**Exercise description**. Here is a block of records. Copy every one of them exactly.

-------- Extracted information --------

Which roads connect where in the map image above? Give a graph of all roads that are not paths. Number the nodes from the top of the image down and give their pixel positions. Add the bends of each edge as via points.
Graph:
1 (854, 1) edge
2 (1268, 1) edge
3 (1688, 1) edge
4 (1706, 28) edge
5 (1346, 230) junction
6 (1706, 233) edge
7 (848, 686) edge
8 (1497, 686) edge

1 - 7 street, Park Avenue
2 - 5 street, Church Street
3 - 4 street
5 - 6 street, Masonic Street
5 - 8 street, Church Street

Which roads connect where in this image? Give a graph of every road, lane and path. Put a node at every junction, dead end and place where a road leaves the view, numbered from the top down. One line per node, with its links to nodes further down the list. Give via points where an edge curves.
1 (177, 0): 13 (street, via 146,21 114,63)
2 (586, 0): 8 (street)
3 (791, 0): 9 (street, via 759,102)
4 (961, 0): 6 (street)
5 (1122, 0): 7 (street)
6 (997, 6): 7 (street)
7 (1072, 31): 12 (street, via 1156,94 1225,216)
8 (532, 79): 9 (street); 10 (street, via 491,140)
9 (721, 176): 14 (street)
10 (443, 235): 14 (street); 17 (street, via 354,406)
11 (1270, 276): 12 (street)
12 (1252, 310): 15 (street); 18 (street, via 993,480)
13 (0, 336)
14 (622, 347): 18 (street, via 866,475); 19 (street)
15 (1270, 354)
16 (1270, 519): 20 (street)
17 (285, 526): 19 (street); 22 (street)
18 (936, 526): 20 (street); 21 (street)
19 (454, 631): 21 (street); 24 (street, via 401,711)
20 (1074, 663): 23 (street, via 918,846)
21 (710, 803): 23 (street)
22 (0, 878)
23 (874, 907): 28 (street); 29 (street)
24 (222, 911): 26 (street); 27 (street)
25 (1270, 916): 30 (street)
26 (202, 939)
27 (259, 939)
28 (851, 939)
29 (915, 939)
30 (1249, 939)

--------

**Problem solution**.
Which roads connect where in the map image above? Give a graph of all roads that are not paths. Number the nodes from the top of the image down and give their pixel positions. Add the bends of each edge as via points.
Graph:
1 (854, 1) edge
2 (1268, 1) edge
3 (1688, 1) edge
4 (1706, 28) edge
5 (1346, 230) junction
6 (1706, 233) edge
7 (848, 686) edge
8 (1497, 686) edge

1 - 7 street, Park Avenue
2 - 5 street, Church Street
3 - 4 street
5 - 6 street, Masonic Street
5 - 8 street, Church Street

Which roads connect where in this image? Give a graph of every road, lane and path. Put a node at every junction, dead end and place where a road leaves the view, numbered from the top down. One line per node, with its links to nodes further down the list. Give via points where an edge curves.
1 (177, 0): 13 (street, via 146,21 114,63)
2 (586, 0): 8 (street)
3 (791, 0): 9 (street, via 759,102)
4 (961, 0): 6 (street)
5 (1122, 0): 7 (street)
6 (997, 6): 7 (street)
7 (1072, 31): 12 (street, via 1156,94 1225,216)
8 (532, 79): 9 (street); 10 (street, via 491,140)
9 (721, 176): 14 (street)
10 (443, 235): 14 (street); 17 (street, via 354,406)
11 (1270, 276): 12 (street)
12 (1252, 310): 15 (street); 18 (street, via 993,480)
13 (0, 336)
14 (622, 347): 18 (street, via 866,475); 19 (street)
15 (1270, 354)
16 (1270, 519): 20 (street)
17 (285, 526): 19 (street); 22 (street)
18 (936, 526): 20 (street); 21 (street)
19 (454, 631): 21 (street); 24 (street, via 401,711)
20 (1074, 663): 23 (street, via 918,846)
21 (710, 803): 23 (street)
22 (0, 878)
23 (874, 907): 28 (street); 29 (street)
24 (222, 911): 26 (street); 27 (street)
25 (1270, 916): 30 (street)
26 (202, 939)
27 (259, 939)
28 (851, 939)
29 (915, 939)
30 (1249, 939)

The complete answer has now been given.